His case illustrates the remarkable ease with which smugglers have obtained flight training and helicopters as they grab a share of Canada's sprawling, multibillion-dollar trade in marijuana, cocaine and MDMA, or Ecstasy.
Of about 10 pilots arrested in roundups of British Columbia-based helicopter smuggling operations this decade, at least half had recently trained at flight schools, sometimes dropping out once they knew just enough to handle the machine, an Associated Press review found.
Flight school operators say they don't check a student's background or monitor what students do on their own time, though they generally do ask why a student wants to become a pilot. Several said they don't want to train smugglers, but they also don't want to turn away business simply because a prospective student might be heavily tattooed or pay in cash.
"I don't think there's anything we can do," said Chinook Helicopters owner Cathy Press, who has seen several former students arrested for smuggling. "If you went and thought everyone was drug-running, you could tell the police, but maybe you're wrong — and that's not great for business."
Even if her suspicions were correct, she added, "They might put someone in jail, but someone else will step forward, so why get in the middle of it?"
A clean criminal record is not a prerequisite for a pilot's license, said Rod Nelson, a spokesman for Transport Canada, the government agency that oversees the aviation industry. Nor do Canadian officials ask students to disclose previous convictions. They do ask about any substance abuse in an applicant's past.
The U.S. Federal Aviation Administration takes a similar approach, asking flight students to disclose previous convictions and requiring background checks only of foreign students, spokesman Paul Turk said.
Sam Lindsay-Brown was a clean-cut, friendly 23-year-old when he showed up at Chinook Helicopters in Abbotsford to begin flight training in December 2007. He was also a drug smuggler. And for almost a year after Canadian police began investigating him, he remained enrolled, essentially working his way through flight school as a co-pilot on cross-border drug flights.
U.S. agents arrested Lindsay-Brown in February as he put his training to use by making a 426-pound marijuana drop in northeastern Washington state with one of Martin's leased helicopters. He committed suicide in jail four days later.
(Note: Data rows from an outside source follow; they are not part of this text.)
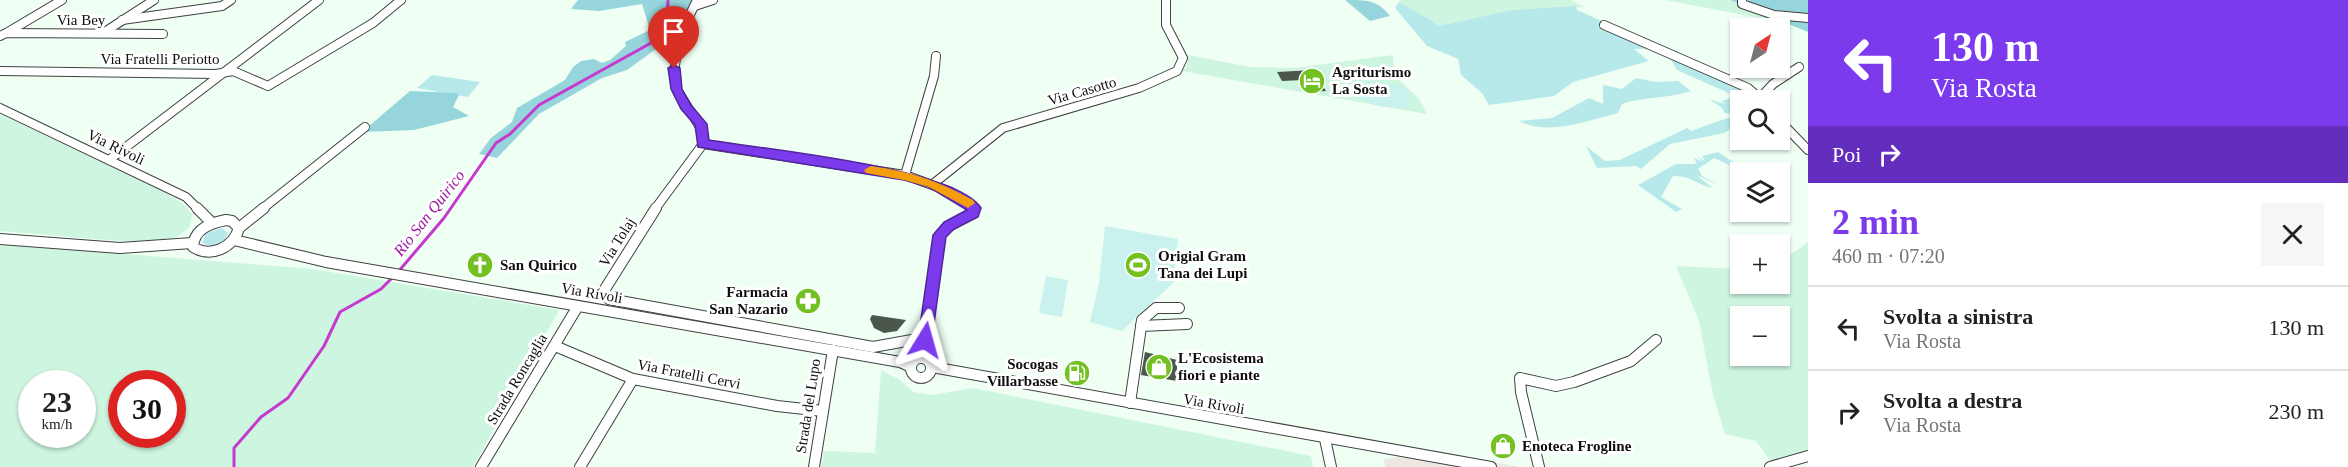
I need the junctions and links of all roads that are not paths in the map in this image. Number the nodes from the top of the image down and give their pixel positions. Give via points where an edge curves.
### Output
1 (62, 0) edge
2 (154, 0) edge
3 (231, 0) edge
4 (319, 0) edge
5 (400, 0) edge
6 (713, 0) edge
7 (1166, 0) edge
8 (1742, 0) edge
9 (696, 3) edge
10 (1808, 18) edge
11 (122, 20) junction
12 (1604, 25) dead end
13 (102, 33) junction
14 (163, 34) dead end
15 (3, 35) edge
16 (936, 56) dead end
17 (1799, 67) dead end
18 (0, 71) edge
19 (224, 73) junction
20 (1750, 90) edge
21 (1768, 90) edge
22 (0, 108) edge
23 (365, 127) dead end
24 (1790, 131) edge
25 (703, 144) junction
26 (1808, 150) edge
27 (109, 160) junction
28 (905, 176) junction
29 (933, 184) junction
30 (212, 223) junction
31 (239, 228) junction
32 (0, 238) edge
33 (234, 240) junction
34 (192, 243) junction
35 (578, 306) junction
36 (1179, 308) dead end
37 (1187, 324) dead end
38 (1141, 326) junction
39 (925, 340) junction
40 (1656, 340) dead end
41 (555, 346) junction
42 (833, 350) junction
43 (922, 358) junction
44 (909, 366) junction
45 (932, 367) junction
46 (633, 379) junction
47 (1130, 403) junction
48 (823, 411) junction
49 (1325, 439) junction
50 (1808, 456) edge
51 (481, 467) edge
52 (580, 467) edge
53 (814, 467) edge
54 (1331, 467) edge
55 (1491, 467) edge
56 (1539, 467) edge
57 (1770, 467) edge

1 - 15 street
2 - 11 street
3 - 11 street via 222,6
4 - 19 street
5 - 19 street, Via Fratelli Periotto via 373,23 268,86 233,71
6 - 9 street
7 - 29 street, Via Casotto via 1167,27 1183,58 1177,71 1139,88 1003,128
8 - 10 street via 1742,4 1764,13
9 - 25 street via 686,21 674,68 676,89 701,124
11 - 13 street
12 - 20 street
13 - 14 street, Via Bey
13 - 15 street, Via Bey
16 - 28 street via 934,76
17 - 21 street
18 - 19 street, Via Fratelli Periotto
19 - 27 street
22 - 27 street, Via Rivoli
23 - 31 street
24 - 26 street
25 - 28 street
25 - 39 street, Via Tolaj via 655,209 605,296 873,347 908,339
27 - 30 street, Via Rivoli via 186,197
28 - 29 street
29 - 39 street via 976,211 940,235
30 - 31 street via 232,221
30 - 34 street via 196,234
31 - 33 street
32 - 34 street via 125,249
33 - 34 street via 206,252 196,250
33 - 35 street, Via Rivoli via 303,257
35 - 41 street, Strada Roncaglia
35 - 42 street, Via Rivoli
36 - 38 street via 1156,308 1145,316
37 - 38 street
38 - 47 street
39 - 43 street
40 - 56 street via 1632,361 1574,382 1549,385 1521,378
41 - 46 street, Via Fratelli Cervi
41 - 51 street, Strada Roncaglia
42 - 44 street, Via Rivoli
42 - 48 street, Strada del Lupo
43 - 44 street
43 - 45 street
44 - 45 street, Via Rivoli via 919,377 930,374
45 - 47 street, Via Rivoli
46 - 48 street, Via Fratelli Cervi
46 - 52 street
47 - 49 street, Via Rivoli
48 - 53 street, Strada del Lupo
49 - 54 street
49 - 55 street, Via Rivoli
50 - 57 street

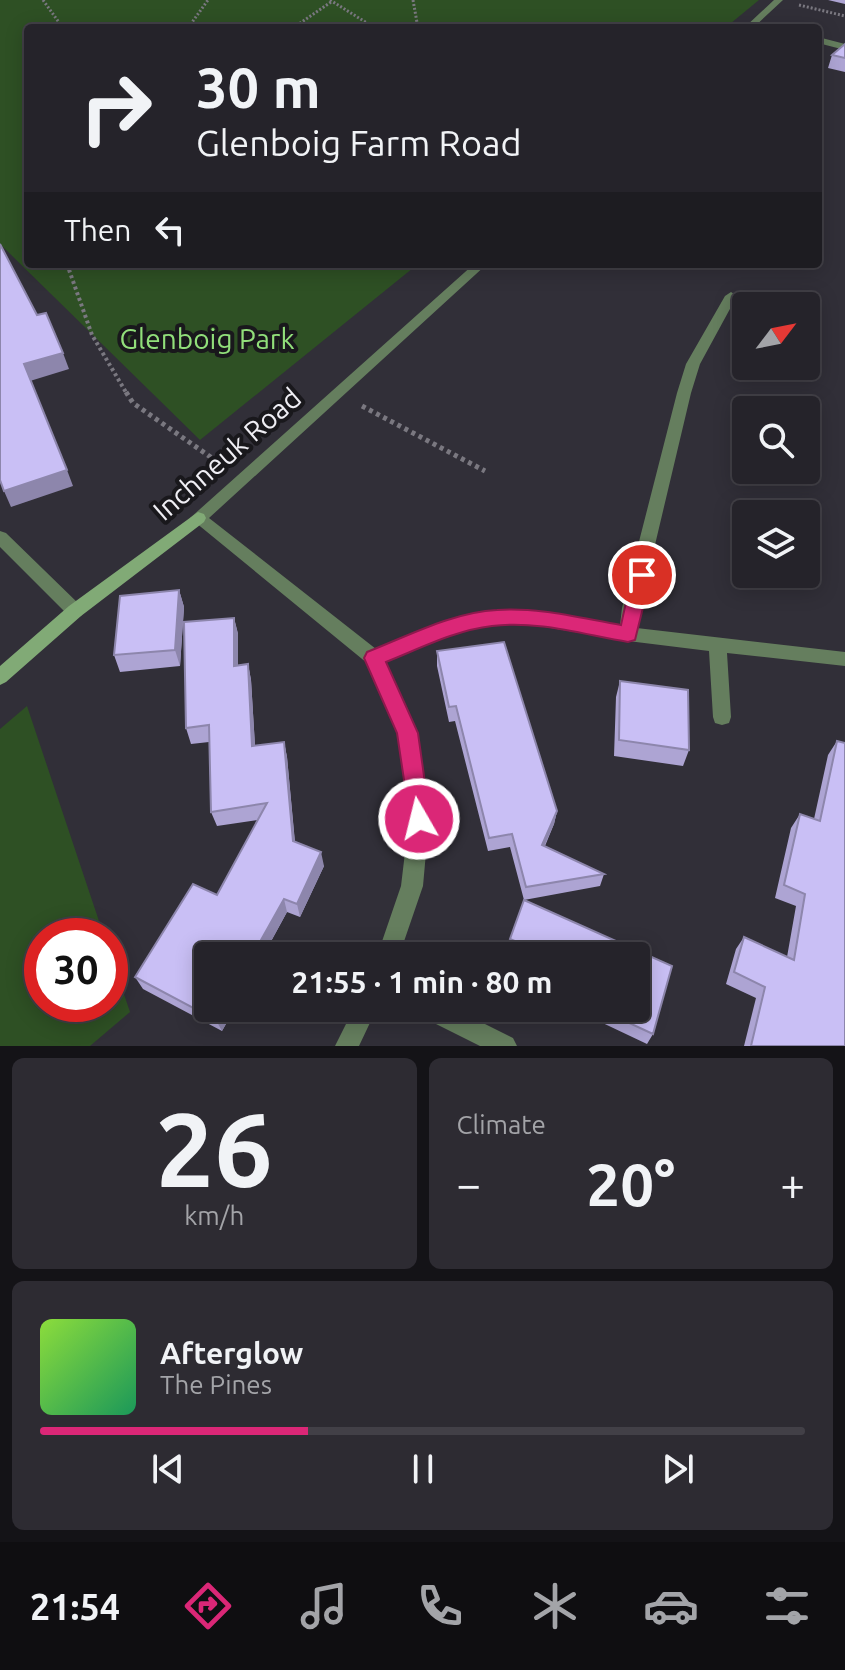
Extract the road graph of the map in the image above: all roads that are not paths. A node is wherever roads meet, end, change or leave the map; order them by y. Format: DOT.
graph roads {
  1 [pos="779,0"];
  2 [pos="752,24"];
  3 [pos="822,41"];
  4 [pos="845,47"];
  5 [pos="477,268"];
  6 [pos="731,296"];
  7 [pos="198,518"];
  8 [pos="0,537"];
  9 [pos="75,611"];
  10 [pos="628,634"];
  11 [pos="718,644"];
  12 [pos="374,658"];
  13 [pos="845,659"];
  14 [pos="0,677"];
  15 [pos="722,717"];
  16 [pos="393,942"];
  17 [pos="359,1022"];
  18 [pos="456,1022"];
  19 [pos="347,1046"];
  20 [pos="505,1046"];
  1 -- 2 [label="street"];
  3 -- 4 [label="street"];
  5 -- 7 [label="street, Inchneuk Road"];
  6 -- 10 [label="street"];
  7 -- 9 [label="street, Inchneuk Road"];
  7 -- 12 [label="street"];
  8 -- 9 [label="street"];
  9 -- 14 [label="street, Inchneuk Road"];
  10 -- 11 [label="street"];
  10 -- 12 [label="street"];
  11 -- 13 [label="street"];
  11 -- 15 [label="street"];
  12 -- 16 [label="street"];
  17 -- 19 [label="street"];
  18 -- 20 [label="street"];
}
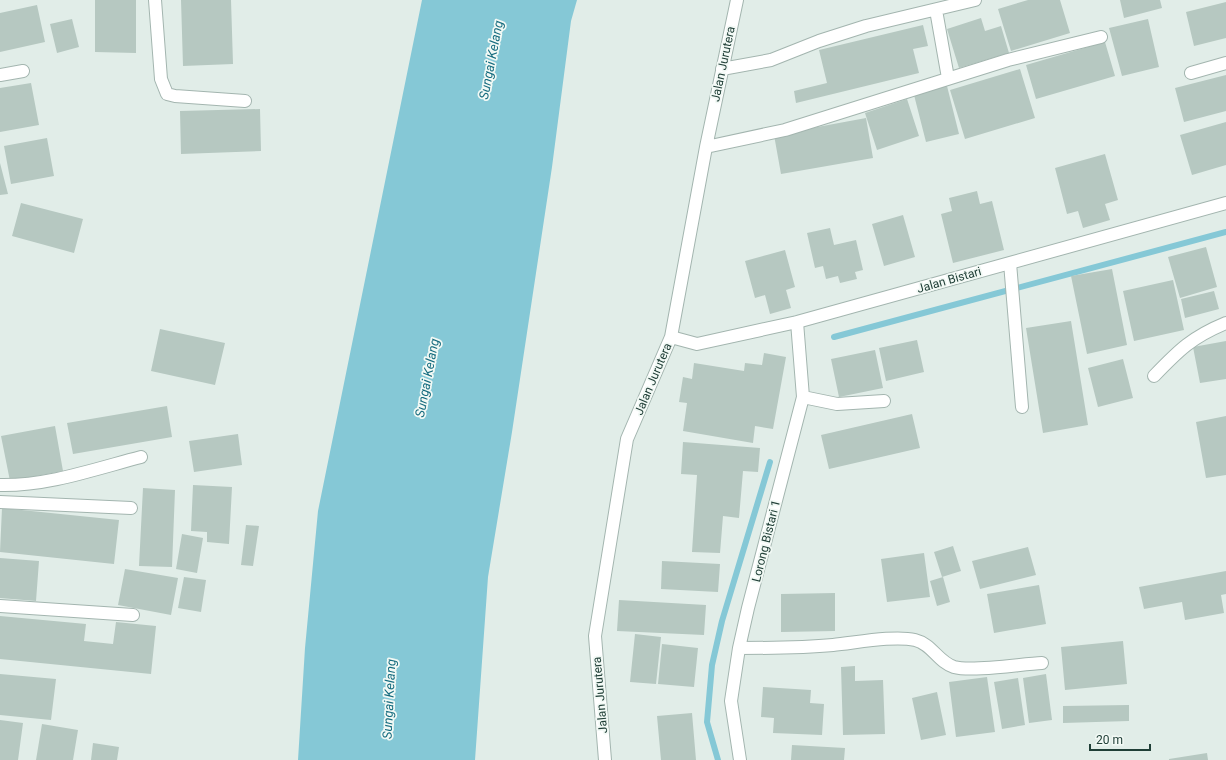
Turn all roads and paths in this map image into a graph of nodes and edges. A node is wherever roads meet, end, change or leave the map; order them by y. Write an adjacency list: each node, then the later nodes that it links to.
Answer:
1 (155, 0): 12 (street)
2 (736, 0): 7 (street, Jalan Jurutera)
3 (975, 0): 4 (street)
4 (936, 10): 7 (street); 11 (street)
5 (1101, 37): 11 (street)
6 (1226, 63): 9 (street)
7 (722, 69): 13 (street, Jalan Jurutera)
8 (23, 71): 10 (street)
9 (1191, 73)
10 (0, 75)
11 (948, 78): 13 (street)
12 (245, 101)
13 (706, 147): 18 (street, Jalan Jurutera)
14 (1226, 203): 15 (street, Jalan Bistari)
15 (1010, 263): 16 (street, Jalan Bistari); 22 (street)
16 (797, 322): 18 (street, Jalan Bistari); 20 (street, Lorong Bistari 1)
17 (1226, 323): 19 (street)
18 (671, 337): 31 (street, Jalan Jurutera)
19 (1154, 376)
20 (803, 397): 21 (street); 29 (street, Lorong Bistari 1)
21 (884, 401)
22 (1022, 408)
23 (141, 456): 24 (street)
24 (0, 485)
25 (0, 502): 26 (street)
26 (131, 508)
27 (0, 606): 28 (street)
28 (133, 615)
29 (739, 648): 30 (street); 32 (street, Lorong Bistari 1)
30 (1042, 663)
31 (605, 760)
32 (740, 760)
The Royal Canadian Mounted Police and Transport Canada note that they can't bar people from studying as a pilot or obtaining a license without proof of criminal activity.
"The guy's 20-some-odd years of age, and he's gaining qualifications that can be used for a lawful purpose," said RCMP Cpl. Dan Moskaluk. "It's a tragedy that he chose to get involved in this line of business, instead of pursuing the lawful side of the skills he was acquiring."
The RCMP declined to say whether agents were aware he had been enrolled at flight school. They had been investigating him since spring 2008, after a woman he hired to transport 200,000 tabs of Ecstasy was arrested in California and gave his name to police.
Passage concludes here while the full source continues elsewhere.